The main components (ControlNets, IP Adapters, TD and Postprocessing can all be enabled and disabled in groups via the Fast Groups Bypasser (rgthree) node. The workflow exposes in the plugin’s UI all essential parameters, grouping them according to their component. Unfortunately, the exposure also makes the workflow’s design much bulkier than I would have liked it to be, and limits as well its complexity and flexibility. Other essential generation parameters, such as the checkpoint, CFG, sampler, steps and LoRas, are specified outside the workflow, in the plugin’s Style Presets interface.

To use the workflow, you’ll need to have the following custom nodes installed (in the order of their importance):

Important: because of these custom nodess’s usage, HR Beautify for Krita AI will only work with the custom Comfy server (not the internal / managed one thus) under the plugin..

This workflow is a special version of the main workflow called ‘HR Beautify ComfyUI workflow (SDXL)’ available here. The main workflow has additional functionality as compared to this one, but mostly to compensate for the features Krita and the plugin’s custom workflow environment offer natively, such as styles with LoRas, input and output images, resolution multiplier and layers with their blending modes, for color-matching of the output.

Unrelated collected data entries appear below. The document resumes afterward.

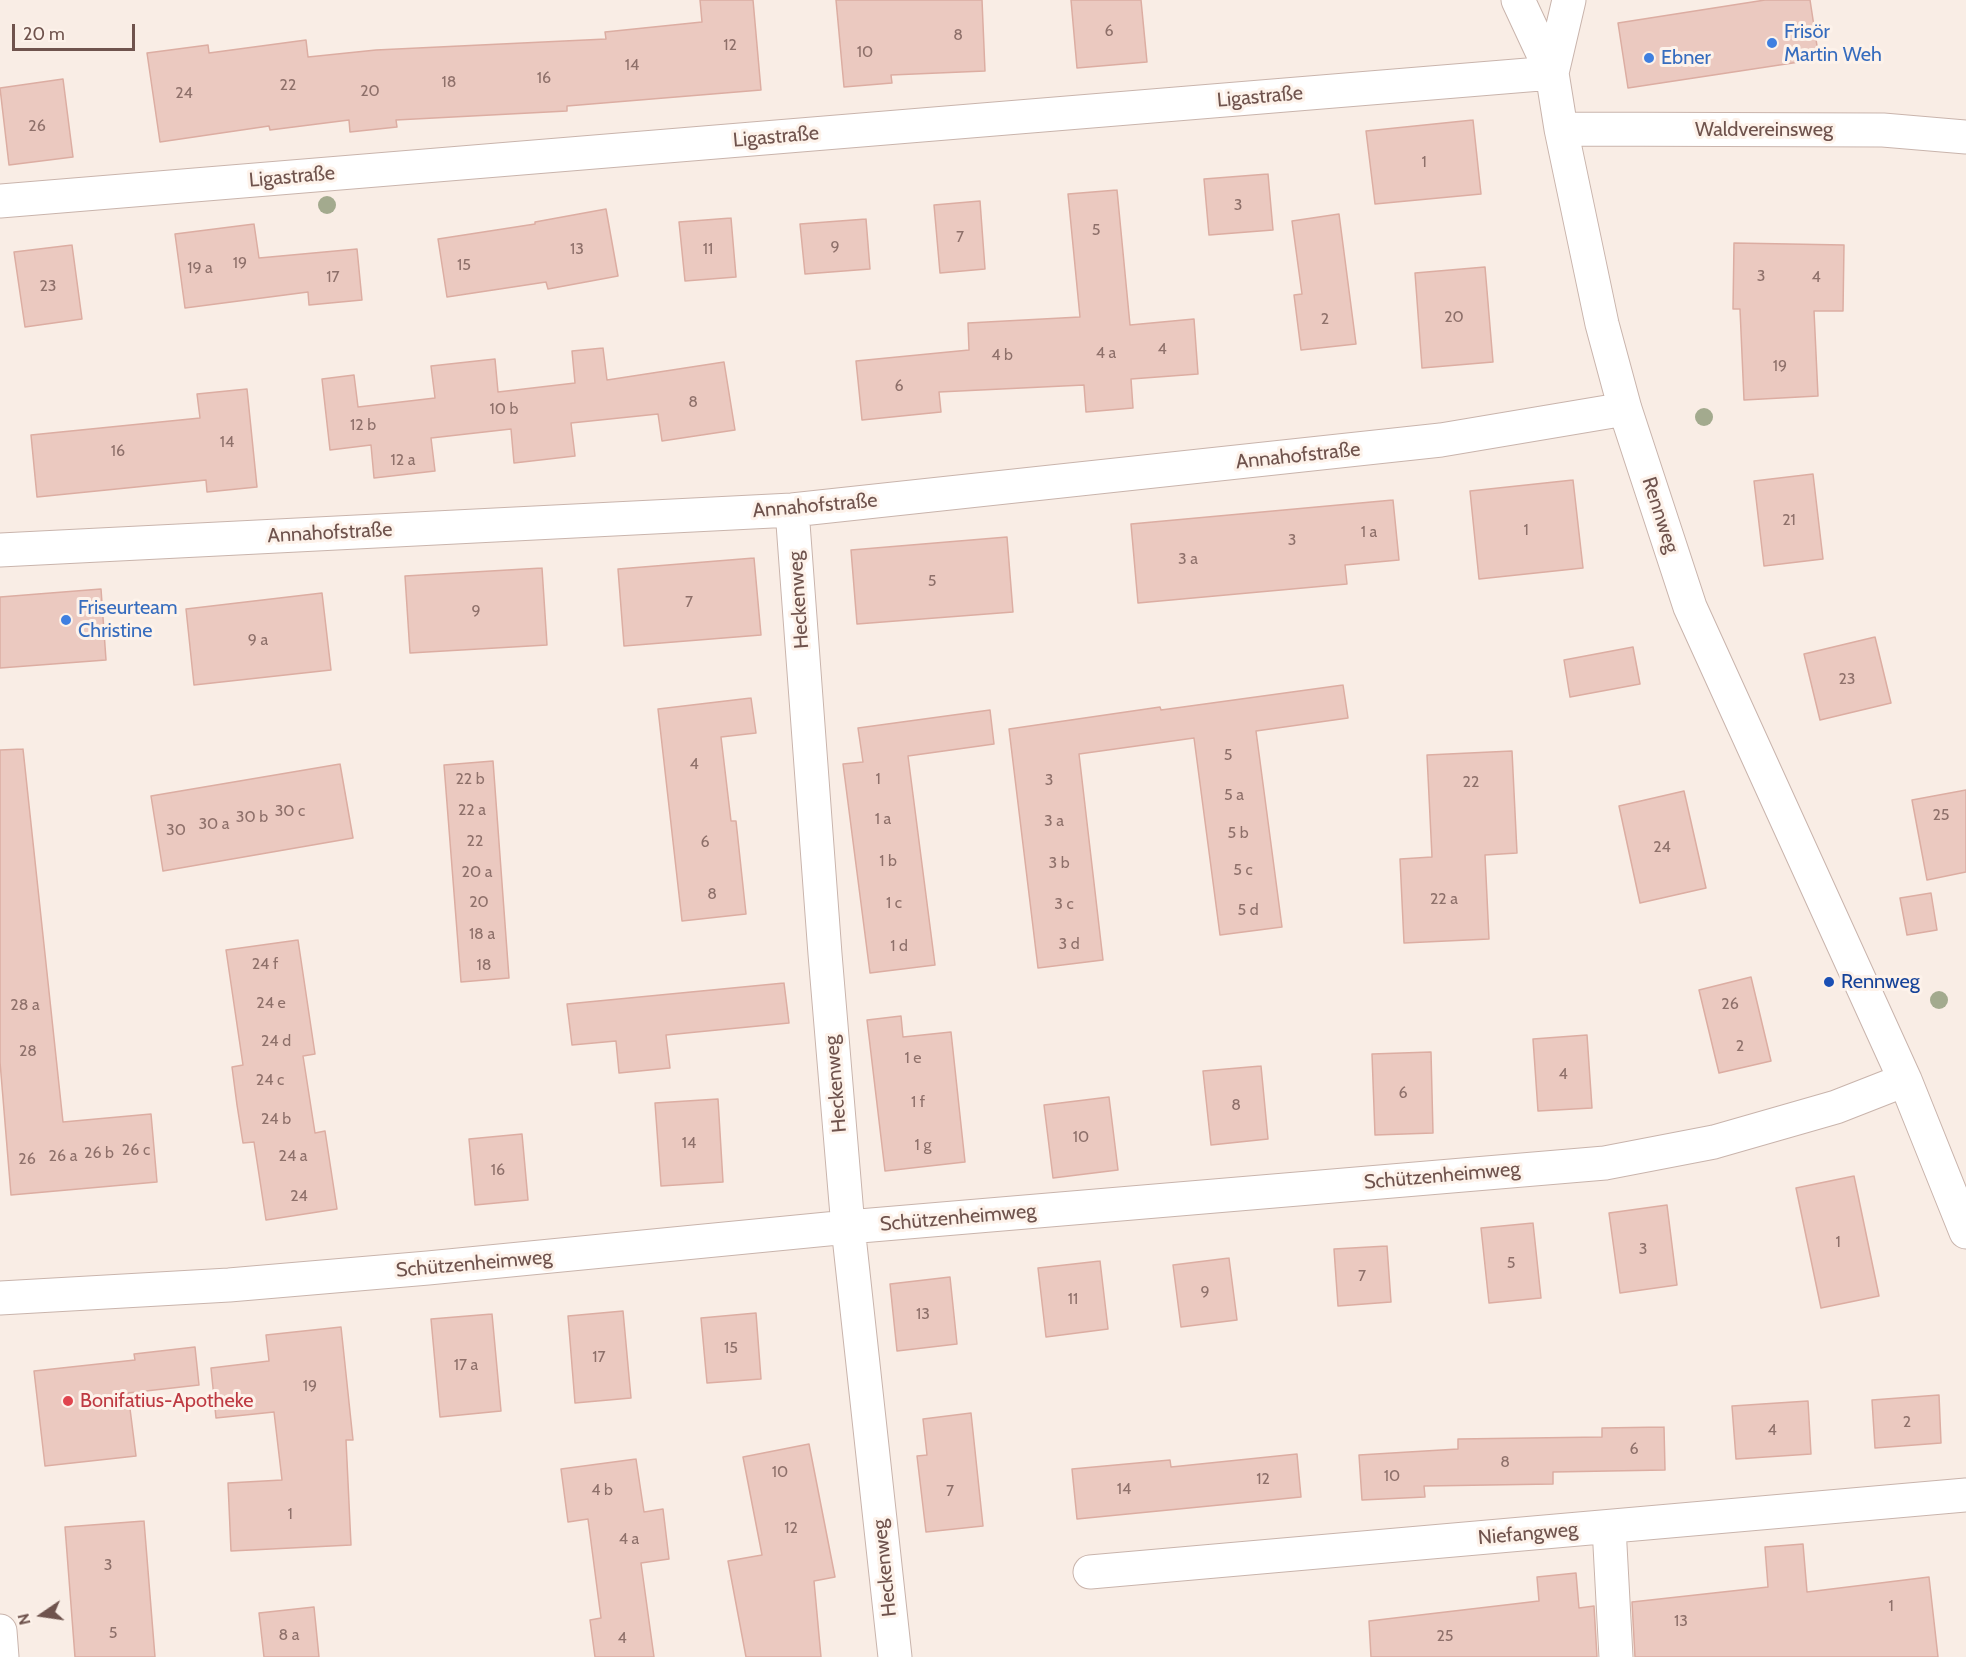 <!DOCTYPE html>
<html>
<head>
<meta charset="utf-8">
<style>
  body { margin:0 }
  #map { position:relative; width:1966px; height:1657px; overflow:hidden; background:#f9ede5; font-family:Cabin,sans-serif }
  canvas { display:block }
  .north { position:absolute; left:12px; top:1585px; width:60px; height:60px; -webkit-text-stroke:4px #fdf2ea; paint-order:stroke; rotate:257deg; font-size:16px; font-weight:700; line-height:24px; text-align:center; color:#6f534d }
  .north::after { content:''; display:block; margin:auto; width:21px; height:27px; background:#6f534d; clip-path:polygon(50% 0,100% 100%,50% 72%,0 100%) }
  .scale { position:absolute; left:12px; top:24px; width:123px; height:27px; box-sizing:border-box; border:3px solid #6f534d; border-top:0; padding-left:8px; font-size:18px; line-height:21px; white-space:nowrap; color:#6f534d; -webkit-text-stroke:4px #fdf2ea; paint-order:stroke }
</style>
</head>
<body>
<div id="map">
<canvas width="1966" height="1657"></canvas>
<div class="north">N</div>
<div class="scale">20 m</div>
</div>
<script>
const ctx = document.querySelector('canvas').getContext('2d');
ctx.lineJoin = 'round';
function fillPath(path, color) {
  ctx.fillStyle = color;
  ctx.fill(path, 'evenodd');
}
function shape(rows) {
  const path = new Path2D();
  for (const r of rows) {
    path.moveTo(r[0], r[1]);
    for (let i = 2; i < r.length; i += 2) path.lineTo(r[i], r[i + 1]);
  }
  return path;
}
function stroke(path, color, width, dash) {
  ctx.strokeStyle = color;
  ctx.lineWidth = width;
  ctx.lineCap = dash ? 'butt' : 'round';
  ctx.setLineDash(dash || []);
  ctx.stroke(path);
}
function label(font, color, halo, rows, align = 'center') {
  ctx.font = font + ' Cabin,sans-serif';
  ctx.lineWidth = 6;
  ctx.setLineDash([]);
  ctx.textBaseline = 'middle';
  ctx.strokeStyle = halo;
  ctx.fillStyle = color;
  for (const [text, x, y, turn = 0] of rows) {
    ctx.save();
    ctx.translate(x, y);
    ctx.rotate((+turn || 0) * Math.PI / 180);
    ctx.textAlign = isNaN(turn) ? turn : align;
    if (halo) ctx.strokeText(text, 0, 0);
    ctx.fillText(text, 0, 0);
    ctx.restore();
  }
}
const building = shape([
  [700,0,753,0,761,90,567,106,567,111,396,120,397,127,350,132,349,120,270,130,269,126,160,142,147,53,208,45,209,53,306,40,308,57,376,50,606,39,605,32,702,22,700,0],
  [836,0,982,0,985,71,891,75,892,83,844,87,836,0],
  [1071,0,1141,0,1147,62,1077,68,1071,0],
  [1765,0,1810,0,1819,59,1628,88,1618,23,1765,0],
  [63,79,73,157,9,165,0,88,63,79],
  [1473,120,1481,194,1375,204,1366,131,1473,120],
  [1268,174,1273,230,1209,235,1204,179,1268,174],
  [1117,190,1130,325,1194,319,1198,374,1131,379,1133,408,1086,412,1084,385,939,392,941,412,862,420,856,361,969,350,968,323,1080,317,1068,194,1117,190],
  [980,201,985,269,940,273,934,205,980,201],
  [606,209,618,276,548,289,546,282,447,297,438,239,535,224,535,222,606,209],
  [1339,214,1356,344,1301,350,1294,295,1302,294,1292,221,1339,214],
  [731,218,736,277,685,281,679,222,731,218],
  [866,219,870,269,805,274,800,224,866,219],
  [254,224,259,258,357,249,362,300,309,305,308,292,185,308,175,234,254,224],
  [1734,243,1844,245,1843,311,1814,311,1818,396,1744,400,1740,309,1733,309,1734,243],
  [72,245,82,319,25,327,14,252,72,245],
  [1485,267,1493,362,1422,368,1415,273,1485,267],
  [603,348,607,380,724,362,735,430,662,441,658,414,571,423,575,456,514,463,511,429,431,438,435,471,374,478,371,445,330,450,322,379,354,375,358,407,435,398,431,366,495,359,498,392,575,383,572,351,603,348],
  [247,389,257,487,207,492,206,480,37,497,31,435,200,418,197,394,247,389],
  [1813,474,1823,559,1764,566,1754,481,1813,474],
  [1573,480,1583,568,1479,579,1470,491,1573,480],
  [1393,500,1399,560,1345,565,1347,584,1138,603,1131,524,1393,500],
  [1007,537,1013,612,857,624,851,550,1007,537],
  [754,558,761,635,624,646,618,569,754,558],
  [542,568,547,645,410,653,405,576,542,568],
  [101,589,106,660,0,668,0,597,101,589],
  [322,593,331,670,194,685,186,609,322,593],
  [1875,637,1891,703,1820,720,1804,654,1875,637],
  [1633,647,1640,684,1570,697,1564,660,1633,647],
  [1343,685,1348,718,1256,731,1282,927,1220,935,1194,738,1079,754,1103,960,1038,968,1009,729,1160,707,1161,710,1343,685],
  [751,698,756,733,721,737,731,821,736,821,746,914,682,921,658,709,751,698],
  [990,710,994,744,908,756,935,965,870,973,843,764,863,762,858,728,990,710],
  [23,749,63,1122,151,1114,157,1182,11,1195,0,1062,0,750,23,749],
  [1512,751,1517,853,1485,855,1489,939,1404,943,1400,859,1432,857,1427,755,1512,751],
  [493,761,509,978,461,982,444,765,493,761],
  [340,764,353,838,163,871,151,796,340,764],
  [1966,790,1966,872,1927,880,1912,800,1966,790],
  [1684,791,1706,888,1640,903,1619,806,1684,791],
  [1931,893,1937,930,1907,935,1900,898,1931,893],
  [298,940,315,1054,303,1056,315,1133,325,1131,337,1209,266,1220,254,1142,243,1143,237,1105,232,1067,243,1065,226,950,298,940],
  [1751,977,1771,1061,1719,1073,1699,990,1751,977],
  [784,983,789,1023,666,1035,670,1068,619,1073,616,1041,572,1045,567,1004,784,983],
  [901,1016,903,1037,951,1032,965,1162,885,1171,867,1020,901,1016],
  [1587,1035,1592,1108,1538,1111,1533,1039,1587,1035],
  [1431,1052,1433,1133,1375,1135,1372,1054,1431,1052],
  [1261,1066,1268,1139,1211,1145,1203,1071,1261,1066],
  [1109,1097,1118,1170,1053,1178,1044,1105,1109,1097],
  [718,1099,723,1182,661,1186,655,1103,718,1099],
  [522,1134,528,1200,475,1205,469,1139,522,1134],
  [1854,1176,1879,1296,1821,1308,1796,1188,1854,1176],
  [1667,1205,1677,1285,1620,1293,1609,1213,1667,1205],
  [1533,1223,1541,1298,1489,1303,1481,1228,1533,1223],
  [1387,1246,1391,1302,1338,1306,1334,1249,1387,1246],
  [1229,1258,1237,1320,1181,1327,1173,1265,1229,1258],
  [1100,1261,1108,1329,1046,1337,1038,1268,1100,1261],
  [950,1277,957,1344,897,1351,890,1284,950,1277],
  [623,1311,631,1398,575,1403,568,1316,623,1311],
  [756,1313,761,1379,707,1383,701,1318,756,1313],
  [492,1314,501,1411,440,1417,431,1319,492,1314],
  [341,1327,353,1440,346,1440,351,1545,231,1551,228,1483,282,1480,274,1412,216,1418,211,1368,269,1361,266,1335,341,1327],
  [195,1347,199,1385,128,1393,136,1456,45,1466,34,1371,135,1360,134,1354,195,1347],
  [1939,1395,1941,1443,1875,1448,1872,1400,1939,1395],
  [1808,1401,1811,1454,1736,1459,1732,1406,1808,1401],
  [971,1413,983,1526,926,1532,917,1456,927,1455,923,1419,971,1413],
  [1664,1427,1665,1470,1553,1472,1553,1484,1424,1486,1425,1497,1362,1500,1359,1455,1458,1449,1458,1439,1602,1437,1602,1428,1664,1427],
  [809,1444,835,1577,814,1581,821,1657,746,1657,728,1561,762,1555,743,1457,809,1444],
  [1297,1454,1301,1497,1077,1519,1072,1469,1170,1460,1171,1467,1297,1454],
  [636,1459,644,1512,663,1509,669,1559,641,1563,654,1657,595,1657,590,1620,601,1618,588,1519,568,1522,561,1469,636,1459],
  [144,1521,155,1657,75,1657,65,1527,144,1521],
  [1803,1544,1807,1592,1929,1577,1938,1657,1635,1657,1632,1602,1768,1587,1765,1547,1803,1544],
  [1576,1573,1579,1608,1594,1606,1597,1657,1371,1657,1369,1621,1539,1601,1537,1577,1576,1573],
  [314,1607,319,1657,264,1657,259,1613,314,1607]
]);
fillPath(building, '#ebc9c0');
stroke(building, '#dcada2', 1.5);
const minor = shape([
  [1518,0,1552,73,1561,129,1602,324,1625,409,1690,607,1905,1080,1966,1232],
  [1552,73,1569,0],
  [1561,129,1883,130,1966,137],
  [0,201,1552,73],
  [792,510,825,954,848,1227,895,1657],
  [0,550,792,510,1441,440,1625,409],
  [0,1298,229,1285,428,1268,848,1227,1605,1163,1714,1142,1836,1107,1905,1080],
  [1609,1527,1616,1657],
  [1090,1572,1966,1495],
  [0,1631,2,1657]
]);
stroke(minor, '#c9b4ac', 35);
stroke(minor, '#fff', 33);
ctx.fillStyle = '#a3aa8e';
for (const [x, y] of [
  [327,205],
  [1704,417],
  [1939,1000]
]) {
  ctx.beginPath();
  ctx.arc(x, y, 9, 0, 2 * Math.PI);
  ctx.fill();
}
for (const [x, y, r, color] of [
  [1772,43,6,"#3f7fe0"],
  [1649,58,6,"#3f7fe0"],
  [66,620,6,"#3f7fe0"],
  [1829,982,6,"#1a4fb4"],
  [68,1401,6,"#e0444e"]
]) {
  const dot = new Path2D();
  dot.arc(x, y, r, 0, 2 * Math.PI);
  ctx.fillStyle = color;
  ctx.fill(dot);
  stroke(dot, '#fdf2ea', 2);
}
label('16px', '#8e706a', null, [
  ["6",1109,31],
  ["8",958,35],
  ["12",730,45],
  ["10",865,52],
  ["14",632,65],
  ["16",544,78],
  ["18",449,82],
  ["22",288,85],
  ["20",370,91],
  ["24",184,93],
  ["26",37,126],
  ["1",1424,162],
  ["3",1238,205],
  ["5",1096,230],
  ["7",960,237],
  ["9",835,247],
  ["13",577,249],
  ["11",708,249],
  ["19",240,263],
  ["15",464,265],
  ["19 a",200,268],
  ["3",1761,276],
  ["17",333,277],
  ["4",1816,277],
  ["23",48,286],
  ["20",1454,317],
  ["2",1325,319],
  ["4",1162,349],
  ["4 a",1106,353],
  ["4 b",1002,355],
  ["19",1780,366],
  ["6",899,386],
  ["8",693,402],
  ["10 b",504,409],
  ["12 b",363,425],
  ["14",227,442],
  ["16",118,451],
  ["12 a",403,460],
  ["21",1789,520],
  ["1",1526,530],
  ["1 a",1369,532],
  ["3",1292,540],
  ["3 a",1188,559],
  ["5",932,581],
  ["7",689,602],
  ["9",476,611],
  ["9 a",258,640],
  ["23",1847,679],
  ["5",1228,755],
  ["4",694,764],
  ["22 b",470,779],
  ["1",878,779],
  ["3",1049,780],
  ["22",1471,782],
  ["5 a",1234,795],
  ["22 a",472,810],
  ["30 c",290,811],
  ["25",1941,815],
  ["30 b",252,817],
  ["1 a",883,819],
  ["3 a",1054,821],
  ["30 a",214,824],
  ["30",176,830],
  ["5 b",1238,833],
  ["22",475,841],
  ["6",705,842],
  ["24",1662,847],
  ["1 b",888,861],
  ["3 b",1059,863],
  ["5 c",1243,870],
  ["20 a",477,872],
  ["8",712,894],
  ["22 a",1444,899],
  ["20",479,902],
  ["1 c",894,903],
  ["3 c",1064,904],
  ["5 d",1248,910],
  ["18 a",482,934],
  ["3 d",1069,944],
  ["1 d",899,946],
  ["24 f",265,964],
  ["18",484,965],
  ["24 e",271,1003],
  ["26",1730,1004],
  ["28 a",25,1005],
  ["24 d",276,1041],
  ["2",1740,1046],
  ["28",28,1051],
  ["1 e",913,1058],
  ["4",1563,1074],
  ["24 c",270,1080],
  ["6",1403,1093],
  ["1 f",918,1102],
  ["8",1236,1105],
  ["24 b",276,1119],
  ["10",1081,1137],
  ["14",689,1143],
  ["1 g",923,1145],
  ["26 c",136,1150],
  ["26 b",99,1153],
  ["26 a",63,1156],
  ["24 a",293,1156],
  ["26",27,1159],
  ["16",498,1170],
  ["24",299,1196],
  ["1",1838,1242],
  ["3",1643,1249],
  ["5",1511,1263],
  ["7",1362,1276],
  ["9",1205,1292],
  ["11",1073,1299],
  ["13",923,1314],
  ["15",731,1348],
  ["17",599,1357],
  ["17 a",466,1365],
  ["19",310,1386],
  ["2",1907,1422],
  ["4",1772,1430],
  ["6",1634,1449],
  ["8",1505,1462],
  ["10",780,1472],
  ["10",1392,1476],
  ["12",1263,1479],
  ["14",1124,1489],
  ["4 b",602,1490],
  ["7",950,1491],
  ["1",290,1514],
  ["12",791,1528],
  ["4 a",629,1539],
  ["3",108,1565],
  ["1",1891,1606],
  ["13",1681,1621],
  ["5",113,1633],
  ["8 a",289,1635],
  ["25",1445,1636],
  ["4",622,1638]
]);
label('20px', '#366cbe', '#fdf2ea', [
  ["Frisör",1784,32],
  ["Martin Weh",1784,55],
  ["Ebner",1661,58],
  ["Friseurteam",78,608],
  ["Christine",78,631]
], 'left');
label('20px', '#6f534d', '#fdf2ea', [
  ["Ligastraße",1260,97,-5],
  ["Waldvereinsweg",1764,130],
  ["Ligastraße",776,137,-5],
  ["Ligastraße",292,177,-5],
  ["Annahofstraße",1298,456,-6],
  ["Annahofstraße",815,506,-5],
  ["Rennweg",1660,515,72],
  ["Annahofstraße",330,533,-3],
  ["Heckenweg",799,600,-94],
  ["Heckenweg",836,1084,-95],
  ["Schützenheimweg",1442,1176,-5],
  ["Schützenheimweg",958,1218,-5],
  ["Schützenheimweg",474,1264,-5],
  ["Niefangweg",1528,1534,-5],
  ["Heckenweg",885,1568,-96]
]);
label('20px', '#164399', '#fdf2ea', [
  ["Rennweg",1841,982]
], 'left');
label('20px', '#be3a42', '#fdf2ea', [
  ["Bonifatius-Apotheke",80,1401]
], 'left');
</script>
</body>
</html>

(*) Note that having all 4 guidance components (ControlNets & IP Adapters) enabled simultaneously is not a good idea, since this can lead to out-of-memory conditions or affect the output badly, particularly when used with hires images. The most efficient use scenario is to have only 2 of them enabled at once (one ControlNet and one IP Adapter, or two ControlNets), or 3 at most, with low-to-medium image resolutions.

(**) The workflow has been tested and extensively used on a Windows 11 PC equipped with an NVIDIA GeForce RTX 4070 Ti SUPER GPU with 16 GB VRAM. For a setup with a smaller amount of VRAM on the GPU, additional tweaking of the Tiled Diffusion parameters might be necessary, in particular the tile width / height and the tile batch size, to avoid Out of Memory or Allocation on Device failures of the Comfy server.